PROBLEM TO WORK ON ▸ Pictures must not appear in the copy. Restate exactly the lines below from the one with "Build a routing" through the one with "Trace all roads", inclusive.

INFORMATION below:

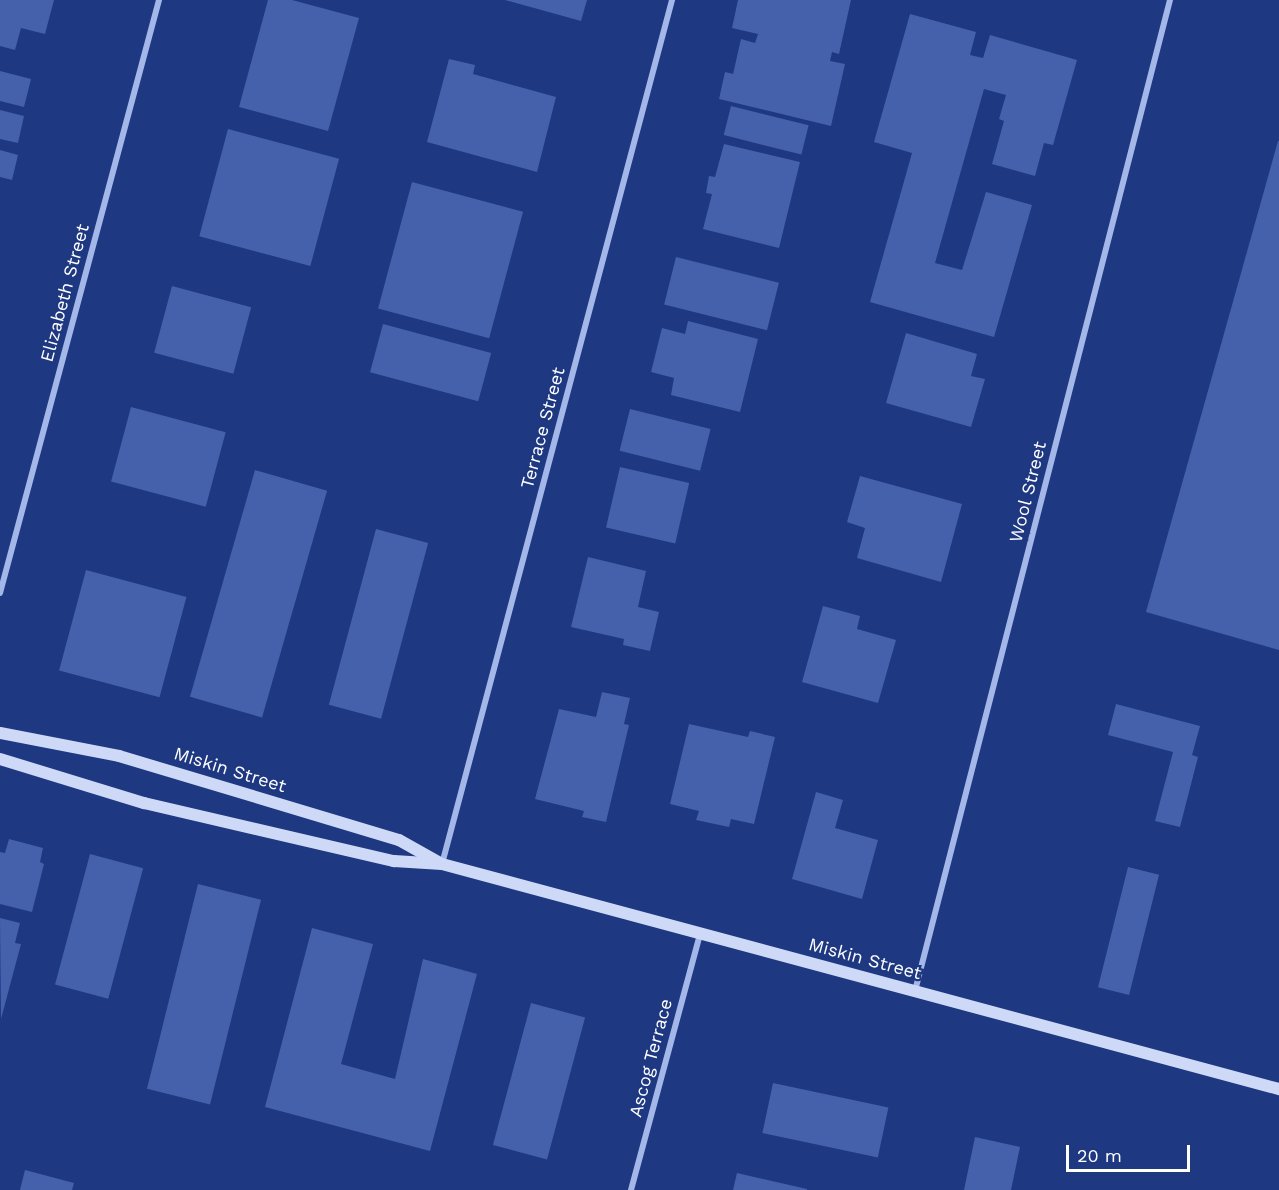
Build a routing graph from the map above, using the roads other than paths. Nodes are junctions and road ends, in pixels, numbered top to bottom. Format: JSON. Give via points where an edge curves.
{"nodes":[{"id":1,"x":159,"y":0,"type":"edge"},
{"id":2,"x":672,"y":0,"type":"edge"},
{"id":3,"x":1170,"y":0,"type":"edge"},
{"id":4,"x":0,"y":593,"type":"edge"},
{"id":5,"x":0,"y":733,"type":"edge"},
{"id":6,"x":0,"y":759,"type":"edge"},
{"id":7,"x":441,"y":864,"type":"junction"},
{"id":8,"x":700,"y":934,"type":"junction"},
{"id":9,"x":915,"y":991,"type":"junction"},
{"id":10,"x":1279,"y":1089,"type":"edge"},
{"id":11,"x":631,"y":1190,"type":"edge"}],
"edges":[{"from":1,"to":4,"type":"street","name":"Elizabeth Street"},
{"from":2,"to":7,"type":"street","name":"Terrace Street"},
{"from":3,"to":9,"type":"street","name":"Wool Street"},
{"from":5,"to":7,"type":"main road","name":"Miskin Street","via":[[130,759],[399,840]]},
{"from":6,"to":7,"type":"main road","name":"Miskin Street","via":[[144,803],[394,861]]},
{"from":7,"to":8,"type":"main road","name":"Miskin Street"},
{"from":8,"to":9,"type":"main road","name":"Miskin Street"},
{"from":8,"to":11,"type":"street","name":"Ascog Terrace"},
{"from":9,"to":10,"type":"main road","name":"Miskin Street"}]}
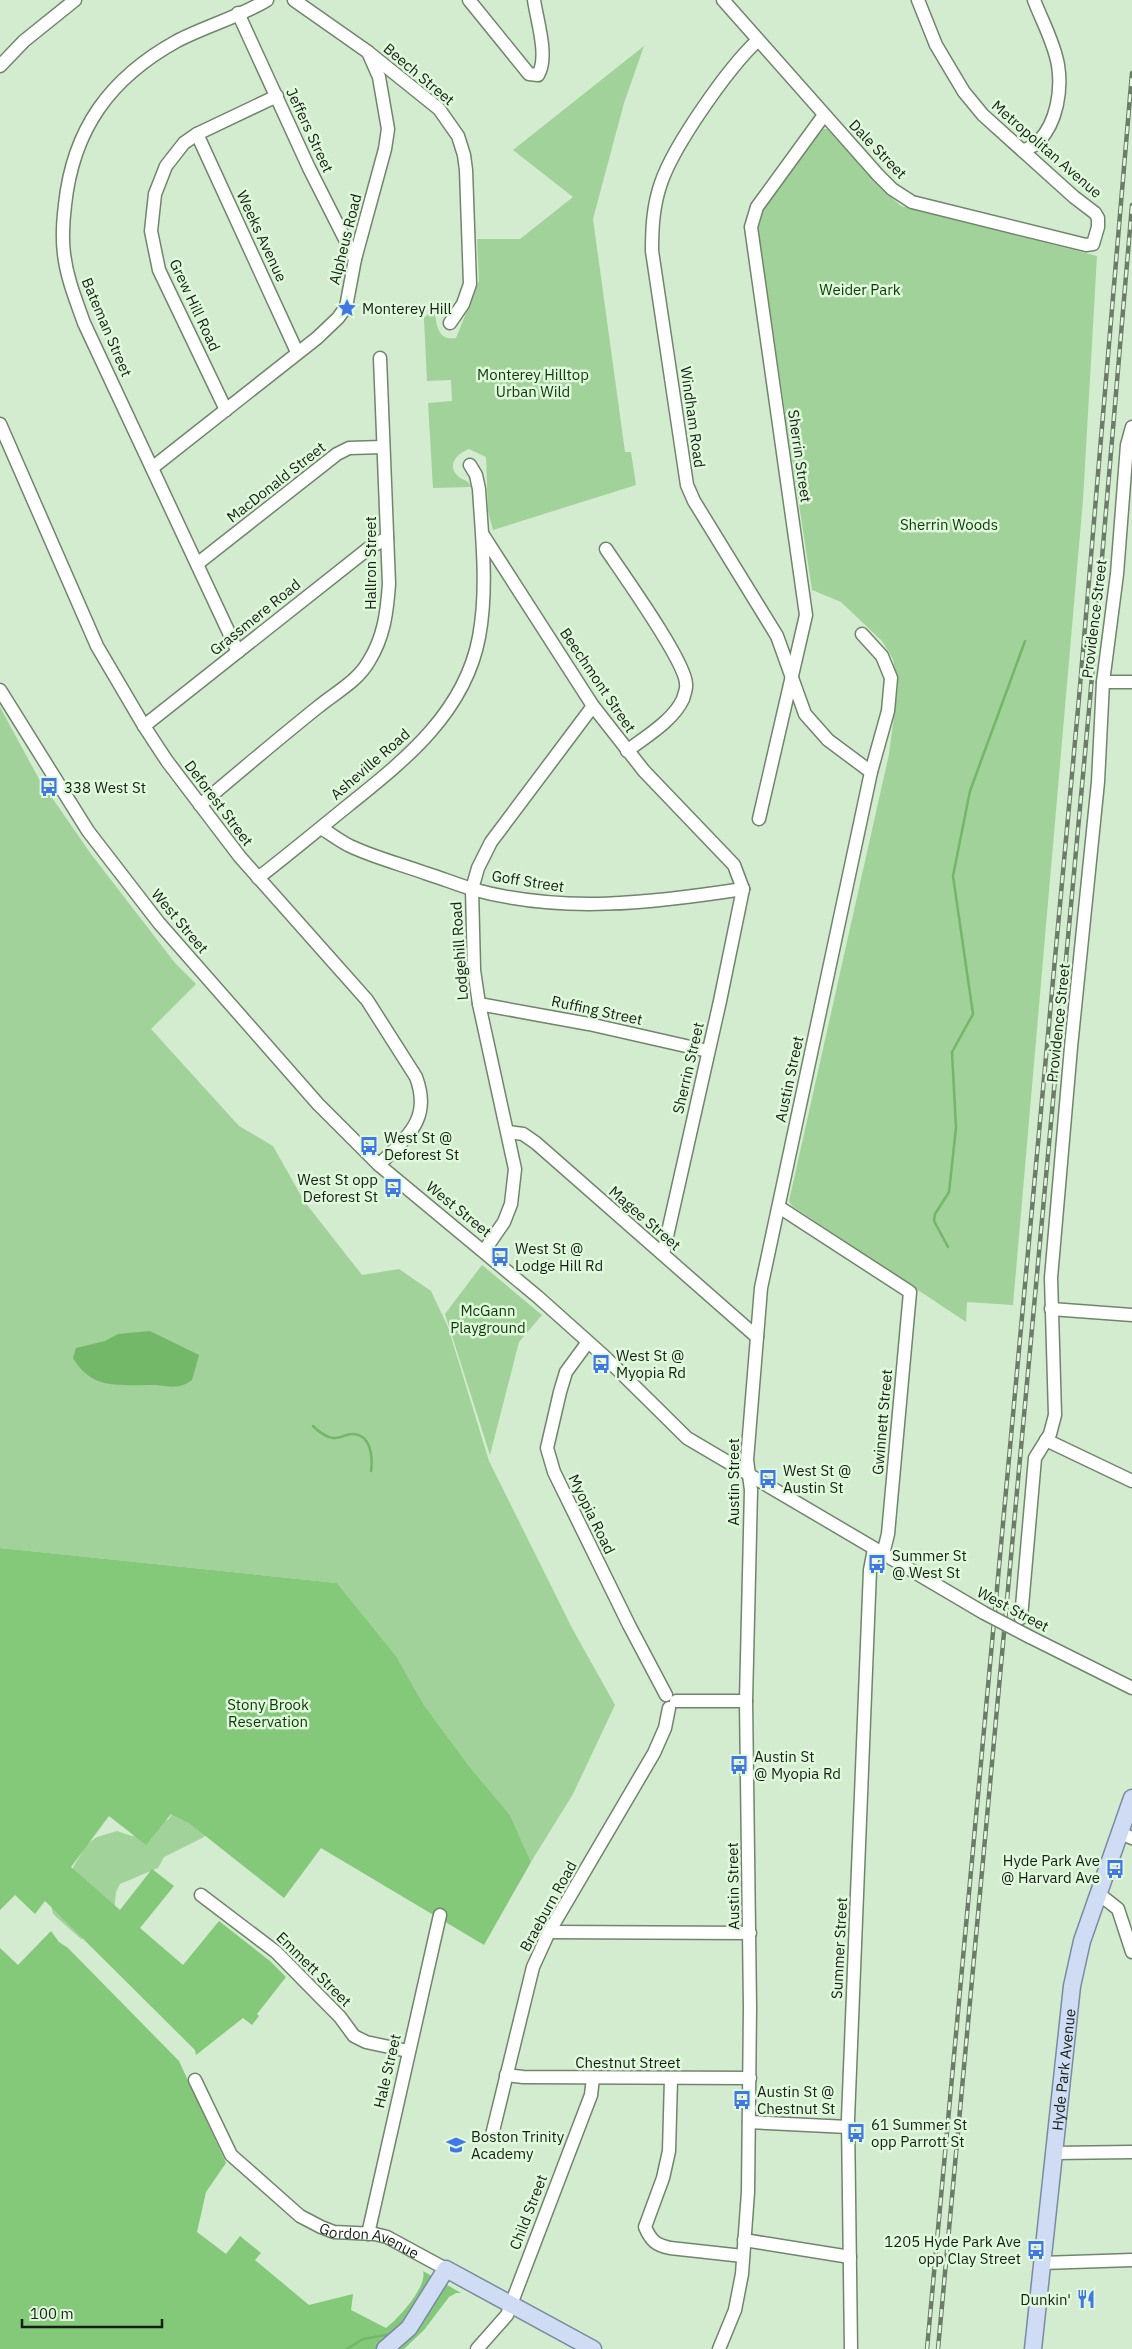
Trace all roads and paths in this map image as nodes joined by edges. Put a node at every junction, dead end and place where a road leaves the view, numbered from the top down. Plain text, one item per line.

End of INFORMATION.
INFORMATION below:

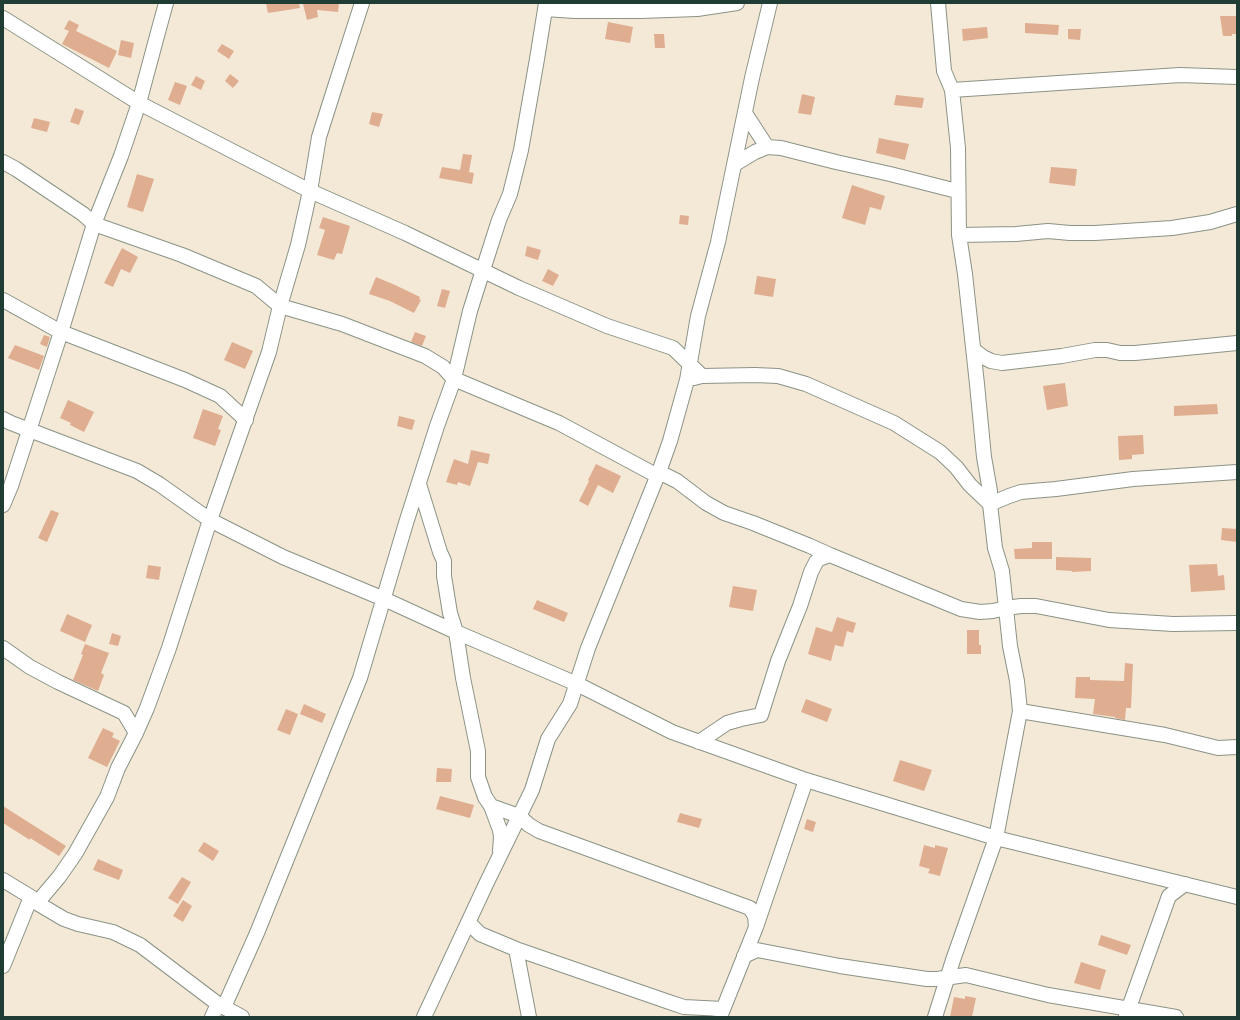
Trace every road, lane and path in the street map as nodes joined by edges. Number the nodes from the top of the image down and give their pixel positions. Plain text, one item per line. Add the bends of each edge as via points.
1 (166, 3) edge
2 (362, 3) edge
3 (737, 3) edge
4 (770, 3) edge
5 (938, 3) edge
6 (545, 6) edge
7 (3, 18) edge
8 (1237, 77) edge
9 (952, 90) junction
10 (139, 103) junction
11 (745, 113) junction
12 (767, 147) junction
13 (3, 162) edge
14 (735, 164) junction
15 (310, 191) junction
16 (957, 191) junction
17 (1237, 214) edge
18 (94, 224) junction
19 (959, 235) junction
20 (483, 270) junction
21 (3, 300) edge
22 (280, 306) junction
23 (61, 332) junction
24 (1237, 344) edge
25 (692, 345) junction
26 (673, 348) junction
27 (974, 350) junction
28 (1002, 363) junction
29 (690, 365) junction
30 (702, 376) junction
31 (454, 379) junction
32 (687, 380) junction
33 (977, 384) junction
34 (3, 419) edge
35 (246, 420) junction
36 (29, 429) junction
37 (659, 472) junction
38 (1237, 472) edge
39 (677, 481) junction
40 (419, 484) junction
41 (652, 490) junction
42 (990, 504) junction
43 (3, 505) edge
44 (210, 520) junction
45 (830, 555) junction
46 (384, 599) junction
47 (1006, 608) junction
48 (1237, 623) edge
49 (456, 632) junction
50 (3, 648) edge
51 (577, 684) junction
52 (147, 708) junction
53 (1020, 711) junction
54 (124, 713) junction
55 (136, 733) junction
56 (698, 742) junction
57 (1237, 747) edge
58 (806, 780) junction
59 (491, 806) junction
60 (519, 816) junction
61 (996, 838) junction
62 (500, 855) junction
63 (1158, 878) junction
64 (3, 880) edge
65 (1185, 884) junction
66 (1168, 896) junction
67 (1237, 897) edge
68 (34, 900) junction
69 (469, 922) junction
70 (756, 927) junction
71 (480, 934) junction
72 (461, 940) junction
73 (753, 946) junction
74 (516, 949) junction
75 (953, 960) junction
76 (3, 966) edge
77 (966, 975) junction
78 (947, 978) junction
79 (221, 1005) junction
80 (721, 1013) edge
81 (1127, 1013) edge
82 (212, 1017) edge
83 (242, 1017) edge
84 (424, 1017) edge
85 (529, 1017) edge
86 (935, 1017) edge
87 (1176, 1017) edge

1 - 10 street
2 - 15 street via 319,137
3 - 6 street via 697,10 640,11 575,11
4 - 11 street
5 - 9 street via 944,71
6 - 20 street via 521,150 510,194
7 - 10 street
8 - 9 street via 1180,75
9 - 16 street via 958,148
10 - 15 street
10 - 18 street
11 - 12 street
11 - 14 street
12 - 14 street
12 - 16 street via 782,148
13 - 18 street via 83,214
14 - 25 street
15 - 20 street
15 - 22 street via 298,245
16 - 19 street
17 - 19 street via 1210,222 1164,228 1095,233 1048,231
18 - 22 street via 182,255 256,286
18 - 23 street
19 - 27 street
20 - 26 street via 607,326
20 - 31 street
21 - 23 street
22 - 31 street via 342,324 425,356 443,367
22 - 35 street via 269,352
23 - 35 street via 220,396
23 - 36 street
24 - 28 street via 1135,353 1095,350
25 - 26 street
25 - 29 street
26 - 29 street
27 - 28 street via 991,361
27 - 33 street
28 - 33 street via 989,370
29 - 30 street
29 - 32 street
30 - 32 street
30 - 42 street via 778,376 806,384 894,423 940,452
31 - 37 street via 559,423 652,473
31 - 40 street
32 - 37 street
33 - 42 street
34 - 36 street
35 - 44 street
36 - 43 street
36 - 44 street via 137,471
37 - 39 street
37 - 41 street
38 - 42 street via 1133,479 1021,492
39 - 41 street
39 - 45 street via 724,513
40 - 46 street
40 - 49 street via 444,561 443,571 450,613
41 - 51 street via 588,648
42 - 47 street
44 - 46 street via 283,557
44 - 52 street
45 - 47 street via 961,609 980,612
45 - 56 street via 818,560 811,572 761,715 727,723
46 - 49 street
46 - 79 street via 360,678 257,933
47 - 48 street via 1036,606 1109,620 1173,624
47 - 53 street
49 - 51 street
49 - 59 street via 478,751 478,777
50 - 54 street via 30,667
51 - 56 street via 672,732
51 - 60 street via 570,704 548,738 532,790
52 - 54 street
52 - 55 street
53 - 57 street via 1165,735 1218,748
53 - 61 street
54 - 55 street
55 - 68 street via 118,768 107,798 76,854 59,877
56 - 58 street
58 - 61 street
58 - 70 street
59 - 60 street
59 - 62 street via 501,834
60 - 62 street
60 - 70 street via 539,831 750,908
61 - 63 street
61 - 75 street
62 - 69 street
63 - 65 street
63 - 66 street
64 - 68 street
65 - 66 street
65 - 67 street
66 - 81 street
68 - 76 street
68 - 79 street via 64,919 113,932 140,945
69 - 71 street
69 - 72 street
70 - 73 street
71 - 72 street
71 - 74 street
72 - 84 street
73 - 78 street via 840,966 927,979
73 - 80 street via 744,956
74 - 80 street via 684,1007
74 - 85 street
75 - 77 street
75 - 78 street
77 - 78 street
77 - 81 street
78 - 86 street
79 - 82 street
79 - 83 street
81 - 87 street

End of INFORMATION.

EXERCISE RESPONSE ▸
Build a routing graph from the map above, using the roads other than paths. Nodes are junctions and road ends, in pixels, numbered top to bottom. Format: JSON. Give via points where an edge curves.
{"nodes":[{"id":1,"x":159,"y":0,"type":"edge"},
{"id":2,"x":672,"y":0,"type":"edge"},
{"id":3,"x":1170,"y":0,"type":"edge"},
{"id":4,"x":0,"y":593,"type":"edge"},
{"id":5,"x":0,"y":733,"type":"edge"},
{"id":6,"x":0,"y":759,"type":"edge"},
{"id":7,"x":441,"y":864,"type":"junction"},
{"id":8,"x":700,"y":934,"type":"junction"},
{"id":9,"x":915,"y":991,"type":"junction"},
{"id":10,"x":1279,"y":1089,"type":"edge"},
{"id":11,"x":631,"y":1190,"type":"edge"}],
"edges":[{"from":1,"to":4,"type":"street","name":"Elizabeth Street"},
{"from":2,"to":7,"type":"street","name":"Terrace Street"},
{"from":3,"to":9,"type":"street","name":"Wool Street"},
{"from":5,"to":7,"type":"main road","name":"Miskin Street","via":[[130,759],[399,840]]},
{"from":6,"to":7,"type":"main road","name":"Miskin Street","via":[[144,803],[394,861]]},
{"from":7,"to":8,"type":"main road","name":"Miskin Street"},
{"from":8,"to":9,"type":"main road","name":"Miskin Street"},
{"from":8,"to":11,"type":"street","name":"Ascog Terrace"},
{"from":9,"to":10,"type":"main road","name":"Miskin Street"}]}
Trace all roads and paths in this map image as nodes joined by edges. Put a node at every junction, dead end and place where a road leaves the view, numbered from the top down. Plain text, one item per line.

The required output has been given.